Identify each line in the records below that contains the word "into", and copy it.

□ □ □ □

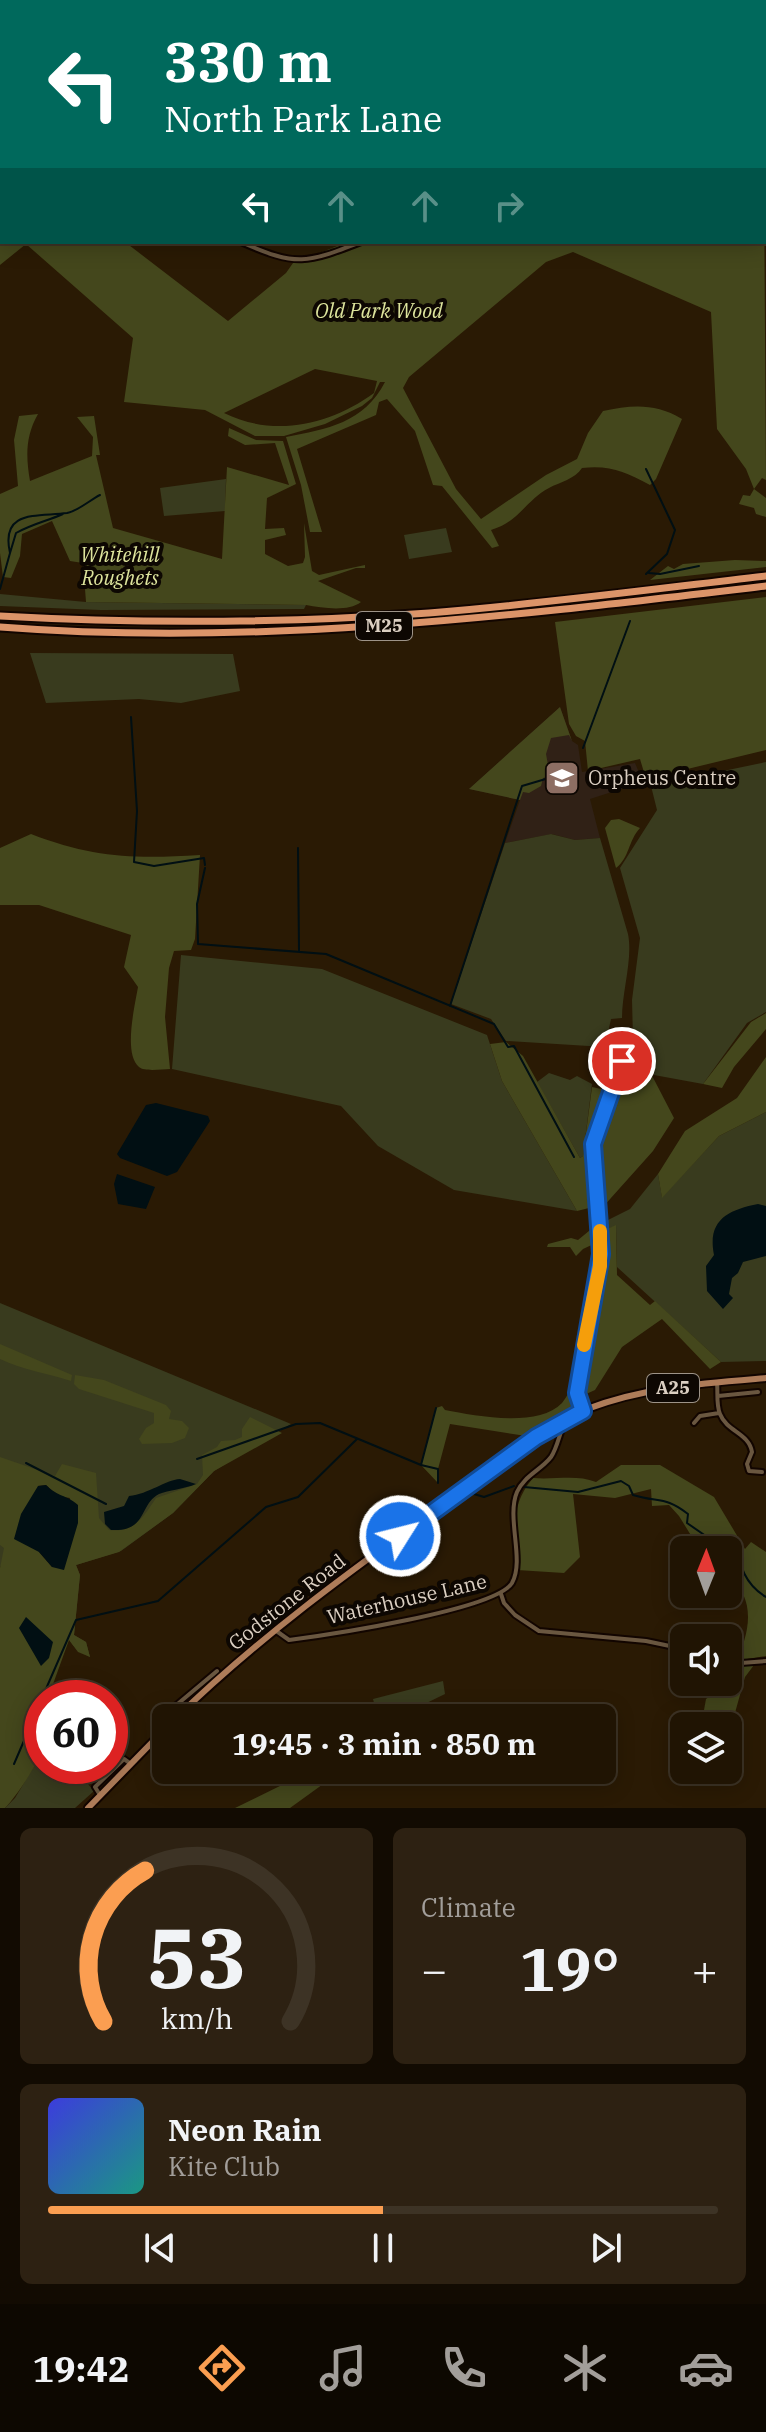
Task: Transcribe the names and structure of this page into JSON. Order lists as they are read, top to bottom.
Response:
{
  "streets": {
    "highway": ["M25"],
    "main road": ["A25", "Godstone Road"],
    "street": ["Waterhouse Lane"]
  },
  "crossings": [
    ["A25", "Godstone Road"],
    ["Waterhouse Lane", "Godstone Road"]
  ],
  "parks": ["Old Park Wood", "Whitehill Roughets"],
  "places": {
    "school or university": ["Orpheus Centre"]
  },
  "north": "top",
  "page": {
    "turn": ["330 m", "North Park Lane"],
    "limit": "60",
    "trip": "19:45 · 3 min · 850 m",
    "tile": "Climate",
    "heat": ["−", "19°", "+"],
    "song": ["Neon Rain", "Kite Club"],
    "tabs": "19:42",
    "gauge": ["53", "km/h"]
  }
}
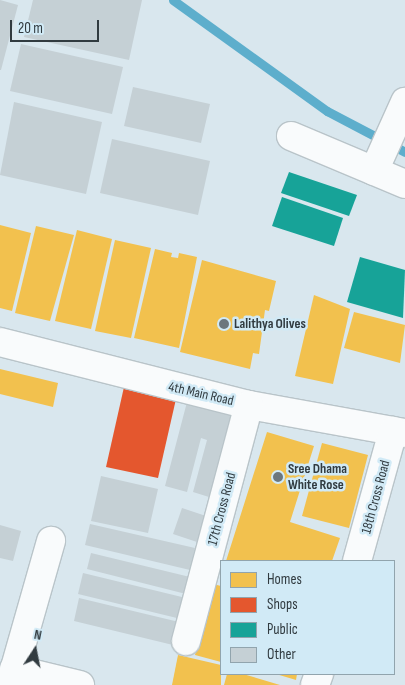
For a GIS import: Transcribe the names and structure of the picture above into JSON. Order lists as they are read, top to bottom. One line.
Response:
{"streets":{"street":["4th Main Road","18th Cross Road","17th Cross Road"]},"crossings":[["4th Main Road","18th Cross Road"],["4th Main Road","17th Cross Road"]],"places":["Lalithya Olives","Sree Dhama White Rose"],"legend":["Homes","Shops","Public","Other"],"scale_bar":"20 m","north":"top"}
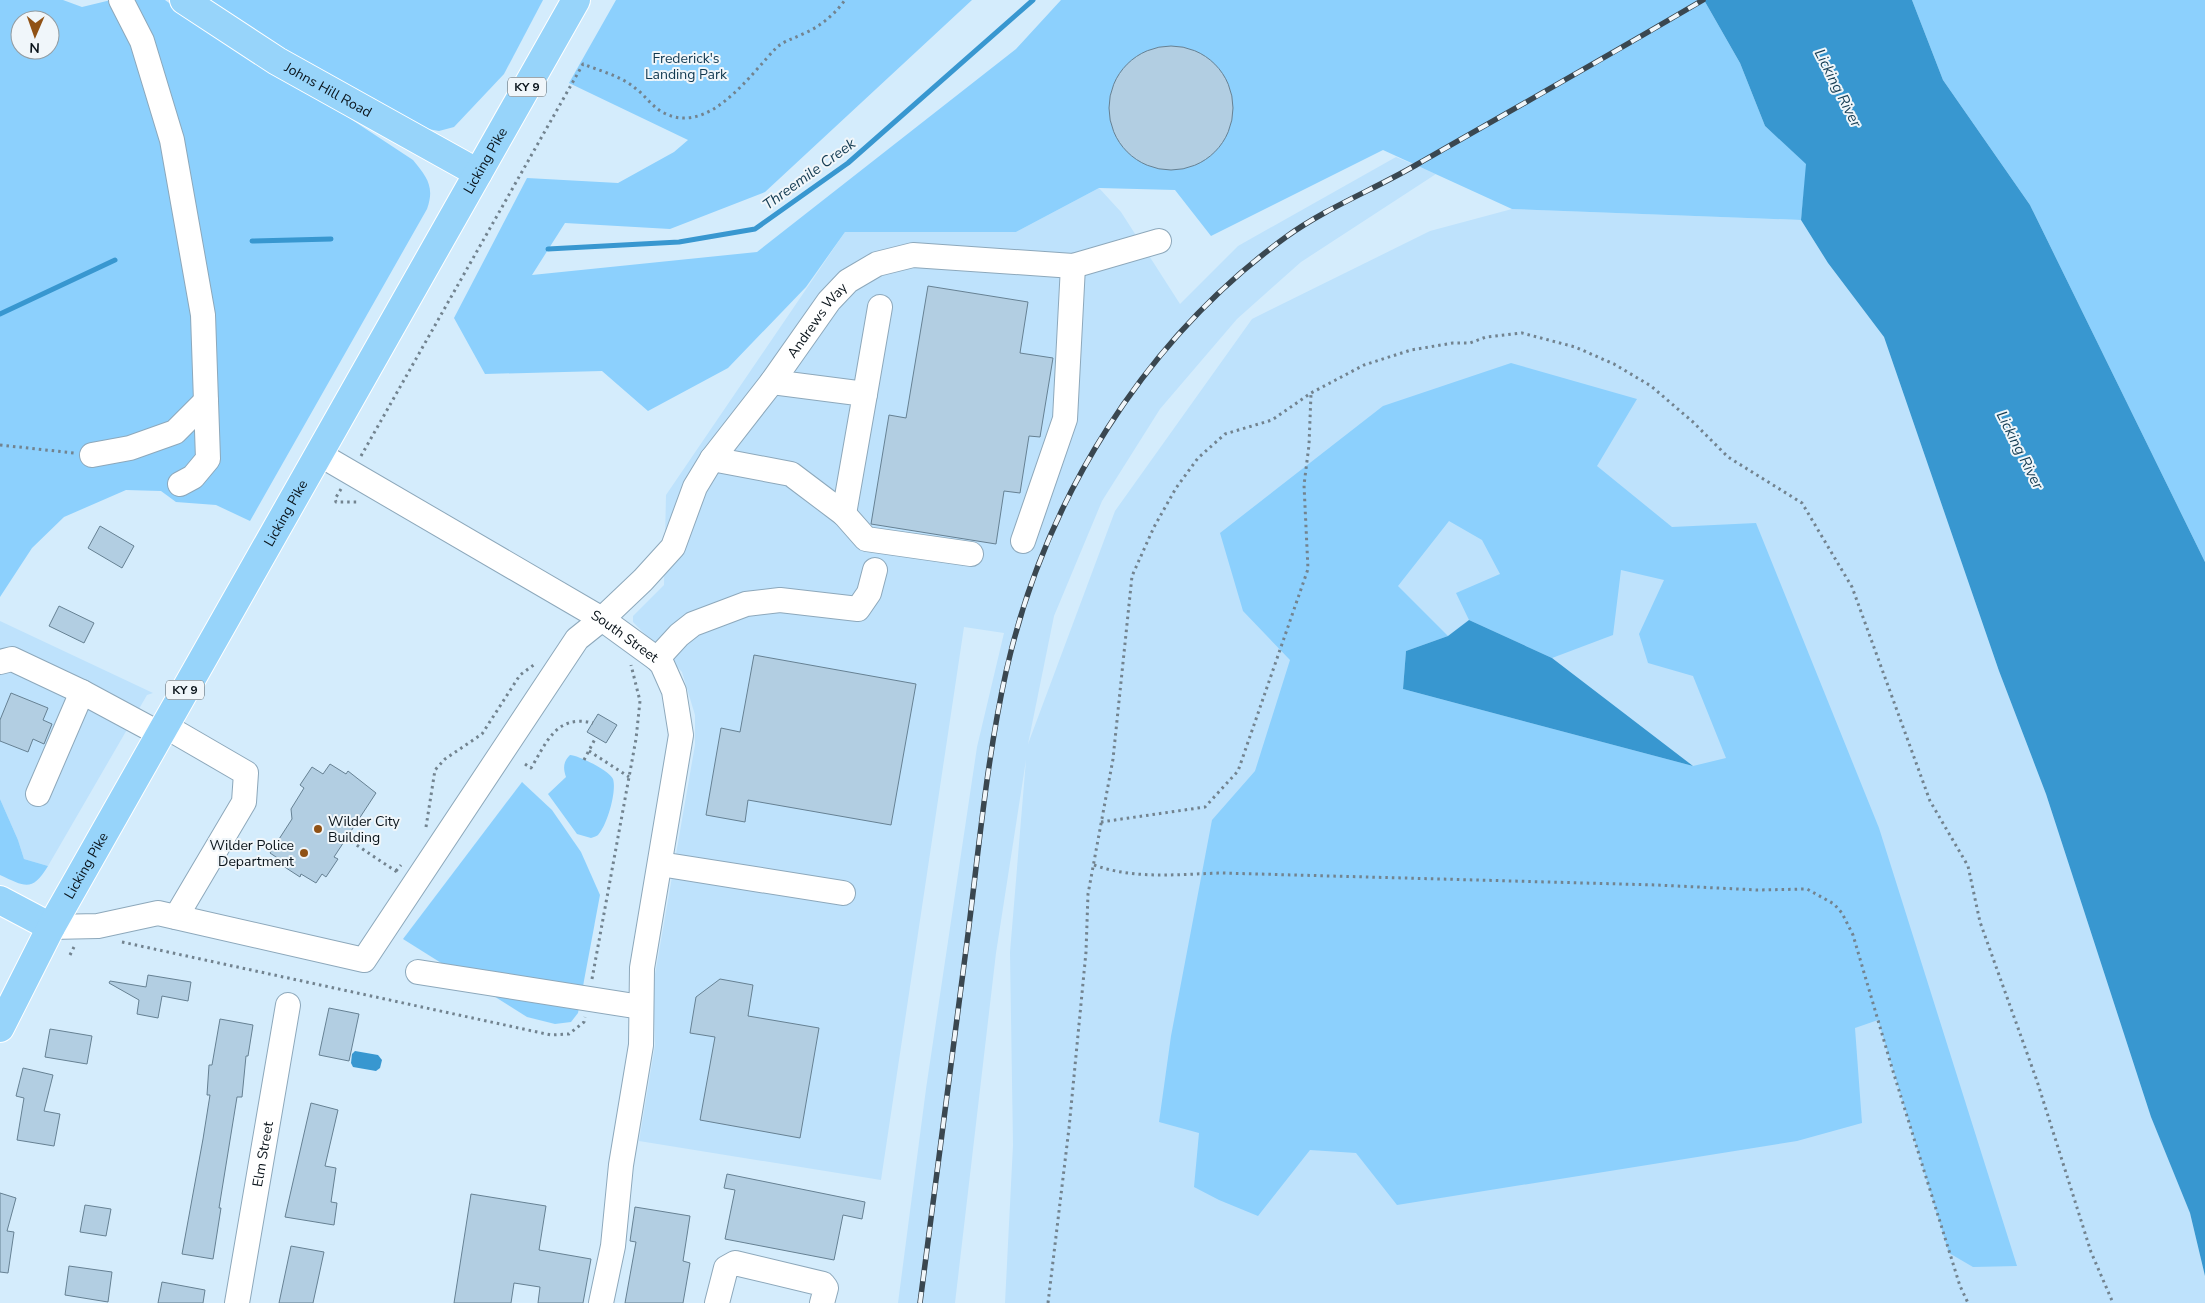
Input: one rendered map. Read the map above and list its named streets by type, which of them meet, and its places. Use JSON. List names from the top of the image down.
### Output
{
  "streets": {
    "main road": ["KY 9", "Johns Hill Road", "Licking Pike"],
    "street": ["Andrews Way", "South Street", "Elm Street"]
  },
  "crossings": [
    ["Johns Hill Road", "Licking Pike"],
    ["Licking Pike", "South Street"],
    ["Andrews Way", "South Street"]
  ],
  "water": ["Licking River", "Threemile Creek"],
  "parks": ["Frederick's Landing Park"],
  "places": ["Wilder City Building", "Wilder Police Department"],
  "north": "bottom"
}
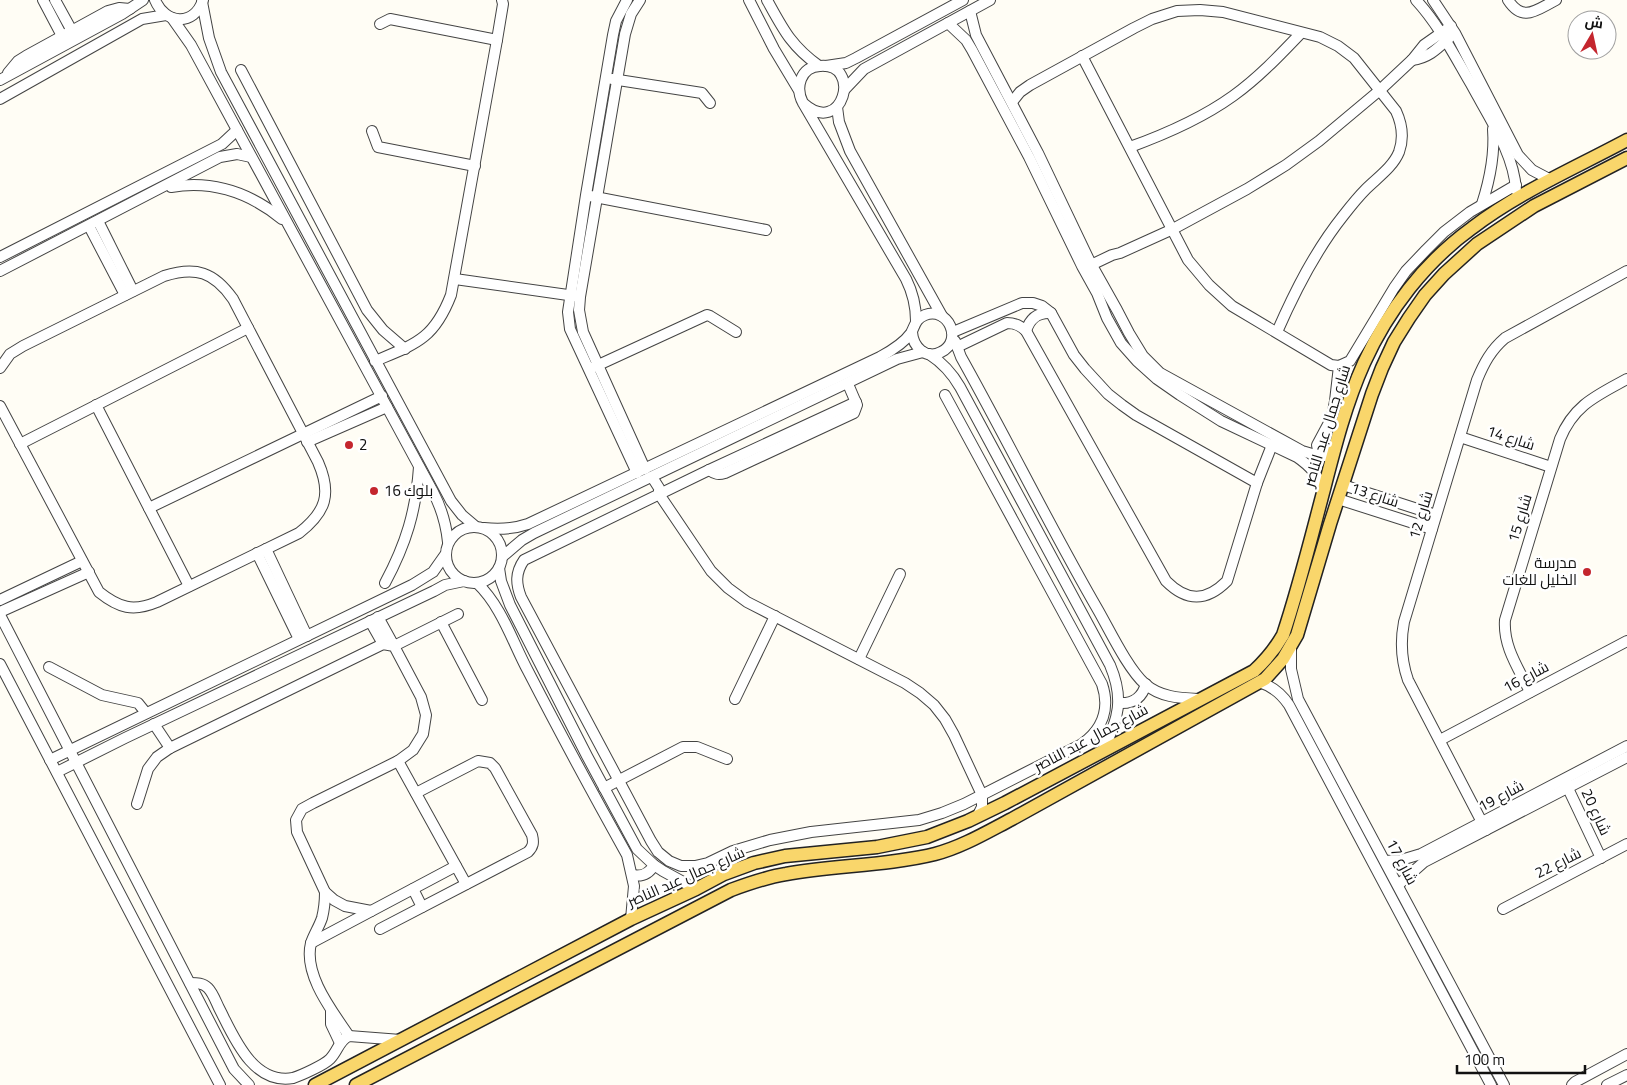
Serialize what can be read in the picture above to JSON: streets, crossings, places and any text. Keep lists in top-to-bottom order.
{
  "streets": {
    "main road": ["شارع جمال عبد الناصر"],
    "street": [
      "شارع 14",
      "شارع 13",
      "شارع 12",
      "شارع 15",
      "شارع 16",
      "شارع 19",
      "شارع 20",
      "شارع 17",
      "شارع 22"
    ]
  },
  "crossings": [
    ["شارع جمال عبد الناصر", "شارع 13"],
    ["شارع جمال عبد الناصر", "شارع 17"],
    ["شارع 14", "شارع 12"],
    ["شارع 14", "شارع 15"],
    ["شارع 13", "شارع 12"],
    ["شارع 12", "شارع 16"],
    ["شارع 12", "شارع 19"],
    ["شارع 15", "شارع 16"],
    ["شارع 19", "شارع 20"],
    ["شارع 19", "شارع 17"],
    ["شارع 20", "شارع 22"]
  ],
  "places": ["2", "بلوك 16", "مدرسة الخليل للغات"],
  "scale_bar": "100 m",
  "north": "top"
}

□ □ □ □

— EXPECTED ANSWER —
Task: Transcribe the names and structure of this page into JSON. Order lists as they are read, top to bottom.
For a GIS import: Transcribe the names and structure of the picture above into JSON. Order lists as they are read, top to bottom. One line.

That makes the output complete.